Featured Image via Pixabay
On 23 July 2024, 21Shares Co-Founder and CEO Hany Rashwan appeared on “Bloomberg Crypto” to talk to Sonali Basak and Tim Stenovec about Ethereum’s price action on the day that nine US-listed spot Ethereum ETFs started trading, who these ETFs are for, Ethereum’s use cases, and the potential for future integration of staking rewards into these ETFs.
Ethereum’s Price Action and Market Conditions
Rashwan began by addressing the current price action of Ethereum, which had been down for three consecutive days.
Rashwan attributed this to the timing of the spot Ethereum ETF launches, noting that while the influx of volume into the ETFs was significant, it had already been partially priced in. He compared this situation to spot Bitcoin ETFs’ launch, which occurred under more favorable conditions. Rashwan explained that global macroeconomic events and the summer period had also impacted Ethereum’s performance. Despite these short-term fluctuations, Rashwan expressed optimism about the overall crypto market, particularly Ethereum, over the next 6 to 12 months.

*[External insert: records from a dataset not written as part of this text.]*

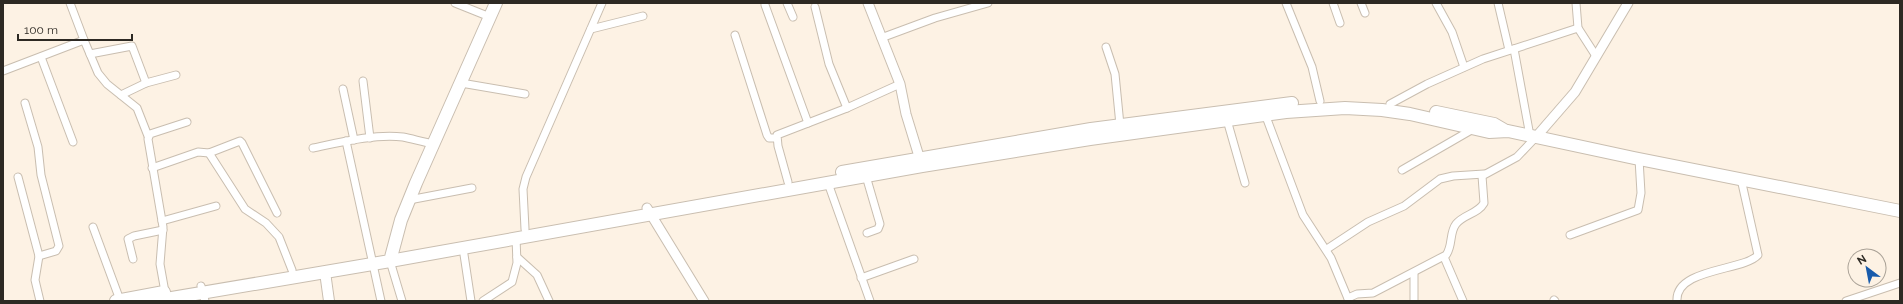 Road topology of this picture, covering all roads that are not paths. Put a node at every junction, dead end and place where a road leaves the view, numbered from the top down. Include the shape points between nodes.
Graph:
1 (70, 3) edge
2 (455, 3) edge
3 (496, 3) edge
4 (602, 3) edge
5 (787, 3) edge
6 (868, 3) edge
7 (988, 3) edge
8 (1286, 3) edge
9 (1333, 3) edge
10 (1361, 3) edge
11 (1436, 3) edge
12 (1498, 3) edge
13 (1576, 3) edge
14 (1628, 3) edge
15 (765, 5) dead end
16 (815, 7) dead end
17 (1365, 13) dead end
18 (643, 16) dead end
19 (490, 17) junction
20 (793, 17) dead end
21 (1340, 23) dead end
22 (1578, 28) junction
23 (591, 29) junction
24 (735, 35) dead end
25 (881, 38) junction
26 (84, 40) junction
27 (1106, 47) dead end
28 (1512, 50) junction
29 (90, 54) junction
30 (1596, 56) junction
31 (41, 57) junction
32 (1464, 68) junction
33 (3, 72) edge
34 (176, 75) dead end
35 (363, 81) dead end
36 (146, 83) junction
37 (461, 83) junction
38 (900, 84) junction
39 (343, 89) dead end
40 (525, 94) dead end
41 (121, 95) junction
42 (1320, 101) junction
43 (25, 103) dead end
44 (1390, 104) junction
45 (847, 108) junction
46 (1265, 114) junction
47 (1227, 120) junction
48 (187, 122) dead end
49 (808, 123) junction
50 (1120, 125) junction
51 (1473, 128) junction
52 (1508, 131) junction
53 (148, 136) junction
54 (1533, 136) junction
55 (370, 138) junction
56 (776, 138) junction
57 (354, 140) junction
58 (346, 141) junction
59 (74, 142) dead end
60 (434, 144) junction
61 (313, 148) dead end
62 (209, 153) junction
63 (1639, 159) junction
64 (921, 162) junction
65 (152, 168) junction
66 (1402, 170) dead end
67 (1484, 174) junction
68 (866, 176) junction
69 (18, 177) dead end
70 (1741, 179) junction
71 (788, 182) junction
72 (828, 183) junction
73 (1244, 183) dead end
74 (472, 188) dead end
75 (409, 200) junction
76 (216, 206) dead end
77 (648, 211) junction
78 (1900, 211) edge
79 (277, 213) dead end
80 (162, 221) junction
81 (93, 227) dead end
82 (525, 229) junction
83 (163, 230) junction
84 (867, 234) dead end
85 (1570, 235) dead end
86 (516, 238) junction
87 (463, 248) junction
88 (1327, 250) junction
89 (39, 256) junction
90 (391, 257) junction
91 (517, 257) junction
92 (1444, 257) junction
93 (134, 258) dead end
94 (914, 259) dead end
95 (371, 261) junction
96 (292, 270) junction
97 (325, 272) junction
98 (1414, 273) junction
99 (861, 278) junction
100 (1900, 283) edge
101 (165, 292) junction
102 (203, 293) edge
103 (1349, 299) edge
104 (40, 301) edge
105 (118, 301) edge
106 (154, 301) edge
107 (329, 301) edge
108 (381, 301) edge
109 (402, 301) edge
110 (471, 301) edge
111 (483, 301) edge
112 (549, 301) edge
113 (704, 301) edge
114 (870, 301) edge
115 (1414, 301) edge
116 (1463, 301) edge
117 (1676, 301) edge
118 (1846, 301) edge

1 - 26 street
2 - 19 street
3 - 19 main road
4 - 23 street
5 - 20 street
6 - 25 street
7 - 25 street via 934,18
8 - 42 street via 1312,67
9 - 21 street
10 - 17 street
11 - 32 street via 1452,32
12 - 28 street
13 - 22 street
14 - 30 street
15 - 49 street
16 - 45 street via 829,64
18 - 23 street
19 - 37 main road
22 - 28 street
22 - 30 street
23 - 82 street via 526,177 523,189
24 - 56 street via 767,135 769,138
25 - 38 street
26 - 29 street
26 - 31 street
27 - 50 street via 1115,74
28 - 32 street
28 - 54 street
29 - 36 street via 132,46
29 - 41 street via 103,79
30 - 54 street via 1575,92
31 - 33 street
31 - 59 street
32 - 44 street
34 - 36 street
35 - 55 street
36 - 41 street
37 - 40 street
37 - 60 main road
38 - 45 street
38 - 64 street via 906,114
39 - 57 street
41 - 53 street via 137,108
42 - 44 main road
42 - 50 main road
43 - 89 street via 38,147 41,175 59,246 56,251
44 - 52 main road via 1474,119
45 - 49 street
46 - 47 main road
46 - 51 main road via 1321,109 1382,110
46 - 88 street via 1303,215
47 - 64 main road
47 - 73 street
48 - 53 street
49 - 56 street via 780,133
50 - 64 main road
51 - 52 main road via 1489,132
51 - 66 street
52 - 54 main road
53 - 65 street
54 - 63 main road
54 - 67 street via 1517,157
55 - 57 street
55 - 60 street via 403,138
56 - 71 street
57 - 58 street
58 - 61 street
58 - 95 street
60 - 75 main road
62 - 65 street via 198,152
62 - 79 street via 236,141 242,143
62 - 96 street via 245,209 266,223 279,237
63 - 70 main road
63 - 85 street via 1641,193 1638,210
64 - 68 main road
64 - 71 main road
65 - 80 street
67 - 88 street via 1440,179 1404,206 1368,222
67 - 92 street via 1481,179 1484,203 1479,210 1455,226 1450,249
68 - 72 main road
68 - 84 street via 880,224 878,229
69 - 89 street
70 - 78 main road
70 - 117 street via 1758,255 1693,280 1679,290
71 - 77 main road
72 - 77 main road
72 - 99 street
74 - 75 street
75 - 90 main road
76 - 80 street
77 - 82 main road
77 - 86 main road
77 - 113 street
80 - 83 street
81 - 105 street
82 - 90 main road
83 - 93 street via 128,239
83 - 101 street via 160,264
86 - 87 main road
86 - 91 street
87 - 90 main road
87 - 110 street
88 - 103 street
89 - 104 street via 35,280
90 - 95 main road
90 - 109 street
91 - 111 street via 512,282
91 - 112 street via 537,275
92 - 98 street
92 - 116 street
94 - 99 street
95 - 96 main road
95 - 97 main road
95 - 108 street
96 - 102 main road
97 - 102 main road
97 - 107 main road
98 - 103 street via 1373,293 1357,294
98 - 115 street
99 - 114 street
100 - 118 street
101 - 102 main road
101 - 105 main road
102 - 106 main road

Target Audience for Spot Ethereum ETFs
When asked about the target audience for spot Ethereum ETFs, Rashwan highlighted the broad appeal of these financial products. He stated that 21Shares, as the largest global issuer of crypto ETFs, caters to a mix of retail and institutional investors. Rashwan explained that retail investors often prefer ETFs due to the complexities of setting up their own wallets and managing the associated infrastructure. Institutional investors, including family offices and independent asset managers, also find value in the regulated framework and custody solutions provided by ETFs. While insurance and pension funds have yet to fully embrace crypto investments, Rashwan expressed confidence that this would change over time.
Ethereum’s Use Cases
Rashwan elaborated on the unique use cases of Ethereum, distinguishing it from Bitcoin. He described Bitcoin as “digital gold,” serving as a hedge against poor fiscal and monetary policies. In contrast, Ethereum is known for its practical applications, particularly in the realm of decentralized finance (DeFi). Rashwan emphasized that Ethereum’s blockchain is the foundation for various financial applications, including smart contracts and stablecoins. He noted that stablecoins, primarily built on platforms like Ethereum, had a significant impact, with Visa processing $10 trillion and stablecoins settling $9.3 trillion in transactions last year.
Future Integration of Staking Rewards
One of the key topics discussed was the potential integration of staking rewards into Ethereum ETFs. Rashwan acknowledged that staking rewards were not yet included in these new ETFs but assured that this was a matter of “when,” not “if.” He explained that the process of adding staking rewards involved educating regulators and ensuring their comfort with the concept. Rashwan pointed out that 21Shares had successfully launched spot ETH ETPs without staking rewards in other regions and planned to upgrade these products over time. He expressed confidence in convincing the U.S. Securities and Exchange Commission (SEC) to approve staking rewards, drawing parallels to the lengthy process of getting spot Ethereum ETFs approved.
Political Landscape and Crypto Regulation
The conversation also touched on the potential impact of the upcoming U.S. presidential election on crypto regulation. Rashwan said that the daily operations of regulatory bodies would remain largely unchanged regardless of the election outcome. However, he highlighted the importance of crypto becoming a mainstream topic in political discourse, reflecting its growing significance among Americans. When asked about the potential differences in crypto regulation under a Trump or Harris administration, Rashwan noted that bipartisan support for crypto-related legislation suggested positive outcomes regardless of the election results. He reiterated that crypto made sense for America and was here to stay.
At the time of writing (9:30 p.m. UTC on July 23), ETH is trading at around $3,479, up 0.6% on the day.